§ **Goal of the exercise**:
Each entry that follows should be set down precisely, with its pictures removed.

○ ○ ○

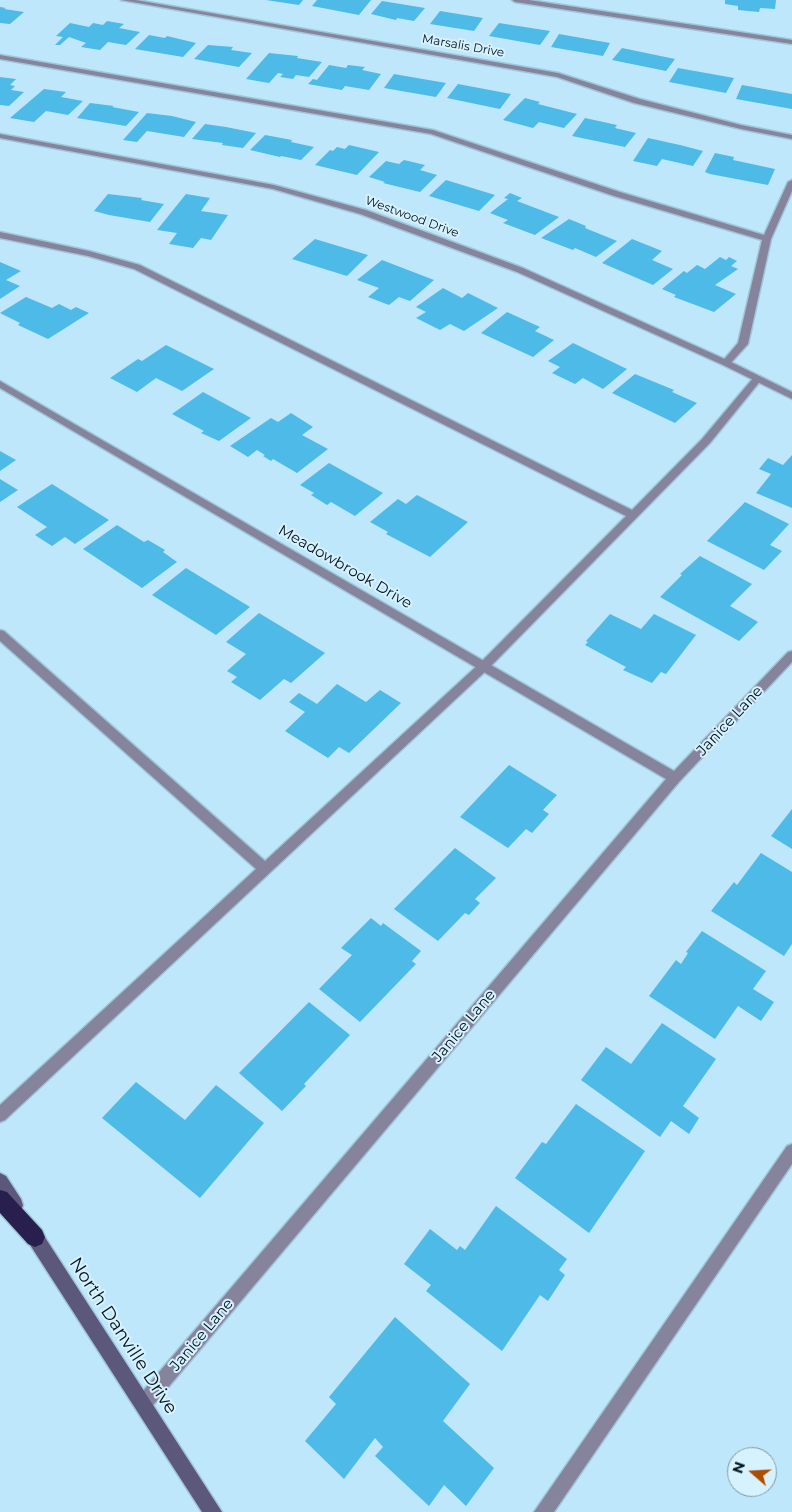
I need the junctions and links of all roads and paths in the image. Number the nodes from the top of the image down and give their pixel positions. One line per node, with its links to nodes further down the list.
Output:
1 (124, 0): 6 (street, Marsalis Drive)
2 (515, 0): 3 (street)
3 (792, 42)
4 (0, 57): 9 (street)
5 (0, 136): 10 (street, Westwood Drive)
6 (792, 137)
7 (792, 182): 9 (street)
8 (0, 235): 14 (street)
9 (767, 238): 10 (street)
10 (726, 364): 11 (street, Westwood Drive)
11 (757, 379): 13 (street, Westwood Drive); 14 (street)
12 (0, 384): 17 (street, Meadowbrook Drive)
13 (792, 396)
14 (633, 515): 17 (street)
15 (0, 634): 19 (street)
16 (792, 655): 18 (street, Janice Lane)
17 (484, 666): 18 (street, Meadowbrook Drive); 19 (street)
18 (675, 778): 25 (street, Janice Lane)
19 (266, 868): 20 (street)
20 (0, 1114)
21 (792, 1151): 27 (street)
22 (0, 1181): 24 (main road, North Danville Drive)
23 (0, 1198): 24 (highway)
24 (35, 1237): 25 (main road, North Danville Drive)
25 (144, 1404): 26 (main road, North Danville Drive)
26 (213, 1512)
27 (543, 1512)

○ ○ ○

§ **Answer section**:
I need the junctions and links of all roads and paths in the image. Number the nodes from the top of the image down and give their pixel positions. One line per node, with its links to nodes further down the list.
Output:
1 (124, 0): 6 (street, Marsalis Drive)
2 (515, 0): 3 (street)
3 (792, 42)
4 (0, 57): 9 (street)
5 (0, 136): 10 (street, Westwood Drive)
6 (792, 137)
7 (792, 182): 9 (street)
8 (0, 235): 14 (street)
9 (767, 238): 10 (street)
10 (726, 364): 11 (street, Westwood Drive)
11 (757, 379): 13 (street, Westwood Drive); 14 (street)
12 (0, 384): 17 (street, Meadowbrook Drive)
13 (792, 396)
14 (633, 515): 17 (street)
15 (0, 634): 19 (street)
16 (792, 655): 18 (street, Janice Lane)
17 (484, 666): 18 (street, Meadowbrook Drive); 19 (street)
18 (675, 778): 25 (street, Janice Lane)
19 (266, 868): 20 (street)
20 (0, 1114)
21 (792, 1151): 27 (street)
22 (0, 1181): 24 (main road, North Danville Drive)
23 (0, 1198): 24 (highway)
24 (35, 1237): 25 (main road, North Danville Drive)
25 (144, 1404): 26 (main road, North Danville Drive)
26 (213, 1512)
27 (543, 1512)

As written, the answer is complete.